If I understand you correctly, it's okay to contribute to someone's baggage as long as theirs a "needful" reason to do so.  What constitutes a needful reason?

The best novels are the ones that make you feel.

I stopped reading Stephen King because it depressed me (and, at least partly, because his later books don't seem to be as good as his earlier ones).  While I no longer read him, I applaud him for being able to make me feel something.  In a way, that's better than most books I read where there is absolutely no impact once the last word is read.

Is the attempt to create a feeling, any feeling, a valid "needful" reason?

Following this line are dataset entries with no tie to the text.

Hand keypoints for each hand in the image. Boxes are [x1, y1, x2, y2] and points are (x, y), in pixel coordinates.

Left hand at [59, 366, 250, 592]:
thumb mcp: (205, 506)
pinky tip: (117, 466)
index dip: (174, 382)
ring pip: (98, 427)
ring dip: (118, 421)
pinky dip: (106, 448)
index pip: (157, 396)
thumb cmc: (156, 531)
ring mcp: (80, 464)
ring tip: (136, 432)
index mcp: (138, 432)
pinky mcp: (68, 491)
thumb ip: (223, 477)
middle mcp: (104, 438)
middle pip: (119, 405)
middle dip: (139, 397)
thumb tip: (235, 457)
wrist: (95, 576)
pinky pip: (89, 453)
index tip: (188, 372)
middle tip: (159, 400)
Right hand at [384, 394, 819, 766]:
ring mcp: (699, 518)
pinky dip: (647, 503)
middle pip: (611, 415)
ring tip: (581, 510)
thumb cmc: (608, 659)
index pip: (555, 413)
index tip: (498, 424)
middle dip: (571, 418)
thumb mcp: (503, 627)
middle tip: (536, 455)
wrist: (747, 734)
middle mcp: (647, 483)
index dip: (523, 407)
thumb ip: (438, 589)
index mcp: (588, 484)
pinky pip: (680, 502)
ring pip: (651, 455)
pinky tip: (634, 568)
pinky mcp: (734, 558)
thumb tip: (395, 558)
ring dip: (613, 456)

Since, as a reader, I like books that make me feel, it's something that I strive for in my books.


----------



## BWFoster78 (Mar 19, 2013)

T.Allen.Smith said:


> If I chose to be concerned with every way someone could possibly interpret my work, or how their belief systems may be insulted as a result of reading my work, I'd never be able to write anything more than bland drivel that is incapable of invoking emotion.
> 
> Just as the reader has a right to choose to read, view, or listen to artwork...the artist has a right to produce as they see fit. No one forces anyone to read a story or sit through an entire film that offends them. Further, if we're discussing how art might negatively influence someone...the artist cannot be responsible for a myriad of potential reactions.
> 
> Honestly, if you're writing anything based on criteria other than "writing what you'd want to read", I feel you're missing the entire point of writing original work.



Ninja'd.

I wrote essentially the same thing before I saw your post.


----------



## Devor (Mar 19, 2013)

BWFoster78 said:


> If I understand you correctly, it's okay to contribute to someone's baggage as long as theirs a "needful" reason to do so.  What constitutes a needful reason?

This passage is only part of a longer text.